TASK DETAILS:
Read the lines of the data below and retrieve those with "EASTFIELDS".

DATA SHOWN:

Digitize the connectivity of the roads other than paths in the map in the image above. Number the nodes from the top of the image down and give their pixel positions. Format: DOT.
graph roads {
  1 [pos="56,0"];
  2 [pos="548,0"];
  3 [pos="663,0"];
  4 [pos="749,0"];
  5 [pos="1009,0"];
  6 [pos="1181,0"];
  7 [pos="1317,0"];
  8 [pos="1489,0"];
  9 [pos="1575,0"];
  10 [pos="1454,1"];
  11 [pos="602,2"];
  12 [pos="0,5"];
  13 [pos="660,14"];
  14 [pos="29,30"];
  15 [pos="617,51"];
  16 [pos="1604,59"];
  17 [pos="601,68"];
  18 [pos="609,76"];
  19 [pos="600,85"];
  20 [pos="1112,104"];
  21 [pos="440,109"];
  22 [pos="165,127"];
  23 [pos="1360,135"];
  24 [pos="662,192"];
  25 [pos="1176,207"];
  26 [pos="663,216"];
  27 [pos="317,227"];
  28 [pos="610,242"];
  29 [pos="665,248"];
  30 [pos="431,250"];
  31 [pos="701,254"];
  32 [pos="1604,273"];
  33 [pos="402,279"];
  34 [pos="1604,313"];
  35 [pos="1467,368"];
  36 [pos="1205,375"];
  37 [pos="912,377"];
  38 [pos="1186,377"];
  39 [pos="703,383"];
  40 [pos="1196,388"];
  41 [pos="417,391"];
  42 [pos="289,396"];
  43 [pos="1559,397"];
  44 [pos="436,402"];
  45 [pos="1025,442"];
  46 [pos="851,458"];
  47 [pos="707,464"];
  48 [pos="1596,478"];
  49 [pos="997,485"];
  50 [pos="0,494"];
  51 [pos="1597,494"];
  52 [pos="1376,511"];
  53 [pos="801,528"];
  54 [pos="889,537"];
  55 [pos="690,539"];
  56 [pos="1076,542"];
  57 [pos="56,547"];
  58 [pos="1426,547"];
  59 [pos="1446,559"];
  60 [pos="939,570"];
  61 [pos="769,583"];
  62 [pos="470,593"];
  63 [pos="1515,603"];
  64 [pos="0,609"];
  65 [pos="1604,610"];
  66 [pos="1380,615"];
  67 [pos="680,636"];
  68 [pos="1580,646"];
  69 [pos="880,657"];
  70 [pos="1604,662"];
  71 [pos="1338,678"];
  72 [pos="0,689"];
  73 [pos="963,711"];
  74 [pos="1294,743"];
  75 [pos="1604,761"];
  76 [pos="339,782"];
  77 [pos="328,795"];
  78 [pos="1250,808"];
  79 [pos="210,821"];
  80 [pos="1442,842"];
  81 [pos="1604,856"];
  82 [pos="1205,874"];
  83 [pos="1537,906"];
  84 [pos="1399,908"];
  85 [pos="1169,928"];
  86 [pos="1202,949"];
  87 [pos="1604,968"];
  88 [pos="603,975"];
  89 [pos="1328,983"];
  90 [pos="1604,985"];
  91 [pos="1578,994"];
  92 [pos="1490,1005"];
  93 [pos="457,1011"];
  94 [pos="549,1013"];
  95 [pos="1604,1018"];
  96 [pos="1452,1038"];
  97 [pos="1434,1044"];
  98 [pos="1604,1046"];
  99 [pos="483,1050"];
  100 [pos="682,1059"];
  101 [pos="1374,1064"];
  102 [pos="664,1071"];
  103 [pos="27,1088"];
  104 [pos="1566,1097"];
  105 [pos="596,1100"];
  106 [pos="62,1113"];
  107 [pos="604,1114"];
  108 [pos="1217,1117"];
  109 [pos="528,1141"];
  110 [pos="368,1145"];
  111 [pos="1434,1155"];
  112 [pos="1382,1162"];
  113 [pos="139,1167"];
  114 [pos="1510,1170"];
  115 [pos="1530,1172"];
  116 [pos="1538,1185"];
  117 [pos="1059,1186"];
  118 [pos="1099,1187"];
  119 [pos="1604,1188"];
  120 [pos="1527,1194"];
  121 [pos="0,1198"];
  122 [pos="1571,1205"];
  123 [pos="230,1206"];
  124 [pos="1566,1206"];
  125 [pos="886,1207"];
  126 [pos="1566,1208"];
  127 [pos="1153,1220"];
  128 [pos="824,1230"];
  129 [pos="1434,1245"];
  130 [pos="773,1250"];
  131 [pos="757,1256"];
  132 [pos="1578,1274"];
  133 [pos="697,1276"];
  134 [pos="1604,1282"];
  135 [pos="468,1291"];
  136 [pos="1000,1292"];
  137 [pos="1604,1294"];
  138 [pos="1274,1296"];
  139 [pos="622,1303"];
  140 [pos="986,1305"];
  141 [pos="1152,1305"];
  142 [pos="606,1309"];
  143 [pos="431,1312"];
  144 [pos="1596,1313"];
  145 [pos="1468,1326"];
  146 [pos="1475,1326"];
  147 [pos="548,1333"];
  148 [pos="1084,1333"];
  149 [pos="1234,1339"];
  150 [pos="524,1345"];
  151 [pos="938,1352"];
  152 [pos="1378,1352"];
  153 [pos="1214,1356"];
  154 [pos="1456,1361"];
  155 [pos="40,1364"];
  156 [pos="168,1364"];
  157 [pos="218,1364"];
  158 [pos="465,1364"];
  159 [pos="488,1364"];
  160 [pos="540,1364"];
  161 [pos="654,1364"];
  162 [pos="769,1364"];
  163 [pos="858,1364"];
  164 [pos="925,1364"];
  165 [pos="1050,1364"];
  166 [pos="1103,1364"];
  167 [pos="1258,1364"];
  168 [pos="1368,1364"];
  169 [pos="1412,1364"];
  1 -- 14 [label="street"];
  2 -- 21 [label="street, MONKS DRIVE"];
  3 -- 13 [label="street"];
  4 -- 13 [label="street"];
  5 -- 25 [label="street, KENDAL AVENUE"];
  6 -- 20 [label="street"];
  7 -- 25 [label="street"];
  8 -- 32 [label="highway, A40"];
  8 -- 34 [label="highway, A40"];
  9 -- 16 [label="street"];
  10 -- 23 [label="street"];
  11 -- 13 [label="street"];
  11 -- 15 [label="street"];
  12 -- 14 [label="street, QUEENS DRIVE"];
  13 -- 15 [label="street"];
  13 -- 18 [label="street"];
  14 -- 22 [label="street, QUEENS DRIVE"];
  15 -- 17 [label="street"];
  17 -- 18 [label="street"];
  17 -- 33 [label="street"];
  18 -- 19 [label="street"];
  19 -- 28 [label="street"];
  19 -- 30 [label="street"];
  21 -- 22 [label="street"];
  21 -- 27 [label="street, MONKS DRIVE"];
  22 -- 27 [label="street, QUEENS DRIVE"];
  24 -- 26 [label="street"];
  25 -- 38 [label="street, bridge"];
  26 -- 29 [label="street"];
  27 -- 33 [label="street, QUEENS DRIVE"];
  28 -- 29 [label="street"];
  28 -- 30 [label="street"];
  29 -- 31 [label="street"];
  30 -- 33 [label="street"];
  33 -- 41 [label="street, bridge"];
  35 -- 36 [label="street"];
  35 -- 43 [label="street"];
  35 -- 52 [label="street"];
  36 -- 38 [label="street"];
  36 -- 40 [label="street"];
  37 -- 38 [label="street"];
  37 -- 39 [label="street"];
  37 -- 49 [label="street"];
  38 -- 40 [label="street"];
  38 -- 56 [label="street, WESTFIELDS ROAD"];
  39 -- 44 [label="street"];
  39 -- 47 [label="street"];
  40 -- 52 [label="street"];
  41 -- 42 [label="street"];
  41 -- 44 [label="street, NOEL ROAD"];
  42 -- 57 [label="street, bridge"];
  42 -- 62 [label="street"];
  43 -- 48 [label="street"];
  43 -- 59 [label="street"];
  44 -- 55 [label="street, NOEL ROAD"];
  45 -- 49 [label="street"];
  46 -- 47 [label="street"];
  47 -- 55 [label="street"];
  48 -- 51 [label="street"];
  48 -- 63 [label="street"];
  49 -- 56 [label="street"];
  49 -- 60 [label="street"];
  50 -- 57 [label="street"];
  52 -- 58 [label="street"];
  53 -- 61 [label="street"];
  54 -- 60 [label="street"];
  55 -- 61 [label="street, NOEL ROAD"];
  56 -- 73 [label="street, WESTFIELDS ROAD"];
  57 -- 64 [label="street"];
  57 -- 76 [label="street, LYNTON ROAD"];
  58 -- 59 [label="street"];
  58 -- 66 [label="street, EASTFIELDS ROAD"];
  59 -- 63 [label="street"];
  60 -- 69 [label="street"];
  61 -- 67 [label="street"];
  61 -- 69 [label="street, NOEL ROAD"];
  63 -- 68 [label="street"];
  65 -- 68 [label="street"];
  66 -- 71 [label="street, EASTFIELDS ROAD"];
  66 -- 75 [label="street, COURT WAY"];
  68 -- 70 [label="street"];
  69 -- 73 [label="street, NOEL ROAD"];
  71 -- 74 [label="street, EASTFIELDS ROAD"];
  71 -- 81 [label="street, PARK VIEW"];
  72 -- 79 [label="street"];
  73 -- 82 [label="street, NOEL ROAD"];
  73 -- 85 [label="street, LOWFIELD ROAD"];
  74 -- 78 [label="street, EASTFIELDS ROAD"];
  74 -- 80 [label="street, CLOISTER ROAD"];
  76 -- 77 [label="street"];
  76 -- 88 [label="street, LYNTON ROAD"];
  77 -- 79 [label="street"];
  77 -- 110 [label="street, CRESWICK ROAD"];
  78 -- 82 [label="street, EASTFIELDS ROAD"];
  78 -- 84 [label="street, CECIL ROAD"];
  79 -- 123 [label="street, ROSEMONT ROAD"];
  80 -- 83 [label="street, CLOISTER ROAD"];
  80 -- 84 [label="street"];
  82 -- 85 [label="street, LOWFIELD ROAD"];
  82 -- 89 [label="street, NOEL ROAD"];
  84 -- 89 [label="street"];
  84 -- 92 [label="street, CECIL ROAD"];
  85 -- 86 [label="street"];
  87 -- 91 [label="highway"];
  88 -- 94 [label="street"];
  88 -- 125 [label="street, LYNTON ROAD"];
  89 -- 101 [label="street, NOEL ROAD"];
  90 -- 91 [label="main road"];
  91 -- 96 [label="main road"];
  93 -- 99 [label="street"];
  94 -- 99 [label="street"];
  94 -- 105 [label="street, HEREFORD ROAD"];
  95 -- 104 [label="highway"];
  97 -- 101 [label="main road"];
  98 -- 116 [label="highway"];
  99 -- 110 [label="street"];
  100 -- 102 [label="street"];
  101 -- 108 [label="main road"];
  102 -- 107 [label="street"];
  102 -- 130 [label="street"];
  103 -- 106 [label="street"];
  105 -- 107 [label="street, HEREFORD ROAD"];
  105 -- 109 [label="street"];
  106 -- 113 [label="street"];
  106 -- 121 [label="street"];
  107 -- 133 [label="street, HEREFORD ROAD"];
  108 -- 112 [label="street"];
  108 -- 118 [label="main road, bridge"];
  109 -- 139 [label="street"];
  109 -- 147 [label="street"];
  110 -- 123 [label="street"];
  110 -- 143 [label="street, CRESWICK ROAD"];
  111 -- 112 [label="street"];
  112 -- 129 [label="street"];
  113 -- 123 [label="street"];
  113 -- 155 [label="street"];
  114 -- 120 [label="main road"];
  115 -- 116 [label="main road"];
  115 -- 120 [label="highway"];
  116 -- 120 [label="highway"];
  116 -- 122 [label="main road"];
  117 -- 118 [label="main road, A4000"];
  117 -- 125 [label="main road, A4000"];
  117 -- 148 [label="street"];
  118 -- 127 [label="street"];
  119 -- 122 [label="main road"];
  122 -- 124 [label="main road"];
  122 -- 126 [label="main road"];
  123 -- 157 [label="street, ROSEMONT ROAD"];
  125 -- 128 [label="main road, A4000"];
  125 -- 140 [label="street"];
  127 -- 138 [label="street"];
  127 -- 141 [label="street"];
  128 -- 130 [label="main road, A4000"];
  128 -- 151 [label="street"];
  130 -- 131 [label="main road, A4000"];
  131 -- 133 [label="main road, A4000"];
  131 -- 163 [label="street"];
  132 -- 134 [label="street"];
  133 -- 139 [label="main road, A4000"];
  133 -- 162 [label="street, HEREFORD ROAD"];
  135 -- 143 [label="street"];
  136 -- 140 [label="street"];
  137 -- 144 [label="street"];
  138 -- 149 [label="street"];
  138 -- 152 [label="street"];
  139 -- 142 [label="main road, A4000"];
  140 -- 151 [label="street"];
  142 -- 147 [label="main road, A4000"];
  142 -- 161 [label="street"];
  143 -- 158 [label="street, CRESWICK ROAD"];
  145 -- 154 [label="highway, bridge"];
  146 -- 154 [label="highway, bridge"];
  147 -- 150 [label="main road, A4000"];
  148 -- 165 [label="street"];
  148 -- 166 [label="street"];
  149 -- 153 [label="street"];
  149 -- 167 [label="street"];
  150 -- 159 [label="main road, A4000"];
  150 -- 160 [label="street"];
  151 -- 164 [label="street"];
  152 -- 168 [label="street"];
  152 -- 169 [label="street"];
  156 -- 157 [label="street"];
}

RESULT FOR THIS EXERCISE:
  58 -- 66 [label="street, EASTFIELDS ROAD"];
  66 -- 71 [label="street, EASTFIELDS ROAD"];
  71 -- 74 [label="street, EASTFIELDS ROAD"];
  74 -- 78 [label="street, EASTFIELDS ROAD"];
  78 -- 82 [label="street, EASTFIELDS ROAD"];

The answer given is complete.